The quantitative analysis shows that a diverse set of results can be found and that only a tiny subset of the 500k jobs is very similar to each of the three reference jobs.
For the small post-processing job, which is executed many times, all algorithms produce suitable results.
For Job-M, the algorithms exhibit a different behavior.
Job-L is tricky to analyze, because it is compute intense with only a single I/O phase at the beginning.
Generally, the KS algorithm finds jobs with similar histograms which are not necessarily what we subjectively are looking for.
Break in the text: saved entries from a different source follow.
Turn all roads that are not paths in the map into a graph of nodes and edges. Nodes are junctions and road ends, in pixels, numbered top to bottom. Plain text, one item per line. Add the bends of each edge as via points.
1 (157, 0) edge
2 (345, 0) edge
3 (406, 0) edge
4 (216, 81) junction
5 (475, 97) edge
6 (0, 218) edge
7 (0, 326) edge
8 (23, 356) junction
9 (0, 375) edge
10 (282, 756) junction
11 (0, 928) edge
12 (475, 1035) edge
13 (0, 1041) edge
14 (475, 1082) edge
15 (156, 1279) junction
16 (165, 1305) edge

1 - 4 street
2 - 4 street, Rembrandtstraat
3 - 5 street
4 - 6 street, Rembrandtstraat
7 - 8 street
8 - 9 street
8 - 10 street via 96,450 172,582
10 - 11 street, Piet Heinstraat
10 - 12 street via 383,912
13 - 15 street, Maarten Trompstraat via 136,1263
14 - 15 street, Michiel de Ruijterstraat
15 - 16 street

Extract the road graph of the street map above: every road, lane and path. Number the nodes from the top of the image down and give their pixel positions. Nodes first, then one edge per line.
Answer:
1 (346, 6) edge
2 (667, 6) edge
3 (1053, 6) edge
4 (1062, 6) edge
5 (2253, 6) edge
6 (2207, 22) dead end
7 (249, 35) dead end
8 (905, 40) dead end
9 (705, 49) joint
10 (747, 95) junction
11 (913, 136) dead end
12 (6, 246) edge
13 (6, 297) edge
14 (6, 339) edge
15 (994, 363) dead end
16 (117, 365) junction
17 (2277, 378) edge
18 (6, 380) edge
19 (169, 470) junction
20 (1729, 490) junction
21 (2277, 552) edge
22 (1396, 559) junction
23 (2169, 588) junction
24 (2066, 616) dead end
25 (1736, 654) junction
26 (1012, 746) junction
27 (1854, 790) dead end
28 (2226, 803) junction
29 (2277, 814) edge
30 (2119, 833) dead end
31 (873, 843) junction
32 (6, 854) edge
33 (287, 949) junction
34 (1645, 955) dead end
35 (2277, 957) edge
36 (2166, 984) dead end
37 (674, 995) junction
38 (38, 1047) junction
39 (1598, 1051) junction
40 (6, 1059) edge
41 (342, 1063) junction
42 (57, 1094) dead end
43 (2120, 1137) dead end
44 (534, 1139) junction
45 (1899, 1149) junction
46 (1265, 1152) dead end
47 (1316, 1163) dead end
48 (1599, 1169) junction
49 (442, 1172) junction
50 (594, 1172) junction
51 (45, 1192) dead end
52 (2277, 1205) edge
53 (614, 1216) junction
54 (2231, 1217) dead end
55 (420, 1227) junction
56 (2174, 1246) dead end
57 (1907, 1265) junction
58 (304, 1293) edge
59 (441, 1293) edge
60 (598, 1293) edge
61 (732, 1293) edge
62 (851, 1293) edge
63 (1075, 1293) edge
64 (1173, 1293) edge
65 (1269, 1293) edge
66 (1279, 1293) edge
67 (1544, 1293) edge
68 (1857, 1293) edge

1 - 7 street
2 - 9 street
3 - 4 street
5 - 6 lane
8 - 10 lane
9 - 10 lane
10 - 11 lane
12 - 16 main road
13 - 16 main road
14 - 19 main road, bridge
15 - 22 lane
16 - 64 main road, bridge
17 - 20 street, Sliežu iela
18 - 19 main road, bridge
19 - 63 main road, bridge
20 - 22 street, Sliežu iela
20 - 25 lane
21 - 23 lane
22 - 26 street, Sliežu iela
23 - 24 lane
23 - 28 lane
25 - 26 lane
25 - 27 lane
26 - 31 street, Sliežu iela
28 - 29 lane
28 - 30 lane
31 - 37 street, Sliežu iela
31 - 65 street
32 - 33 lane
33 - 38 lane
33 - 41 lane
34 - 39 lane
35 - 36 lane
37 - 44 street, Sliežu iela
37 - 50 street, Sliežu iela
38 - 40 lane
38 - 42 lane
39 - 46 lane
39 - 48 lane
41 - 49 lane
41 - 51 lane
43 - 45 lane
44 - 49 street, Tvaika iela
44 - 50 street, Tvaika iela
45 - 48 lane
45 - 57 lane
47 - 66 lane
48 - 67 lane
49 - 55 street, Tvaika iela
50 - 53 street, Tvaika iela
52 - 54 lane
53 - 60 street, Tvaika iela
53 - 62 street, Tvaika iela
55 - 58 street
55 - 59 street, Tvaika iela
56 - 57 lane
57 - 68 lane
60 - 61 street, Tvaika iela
We found that the approach to compute similarity of a reference jobs to all jobs and ranking these was successful to find related jobs that we were interested in.
The Q-lev and Q-native work best according to our subjective qualitative analysis.
Typically, a related job stems from the same user/group and may have a related job name but the approach was able to find other jobs as well.
The pre-processing of the algorithms and distance metrics differ leading to a different definition of similarity.
The data center support/user must define how to define similarity to select the algorithm that suits best.
Another consideration could be to identify jobs that are found by all algorithms, i.e., jobs that meet a certain (rank) threshold for different algorithms.
That would increase the likelihood that these jobs are very similar and what the user is looking for.
Our next step is to foster a discussion in the community to identify and define suitable similarity metrics for the different analysis purposes.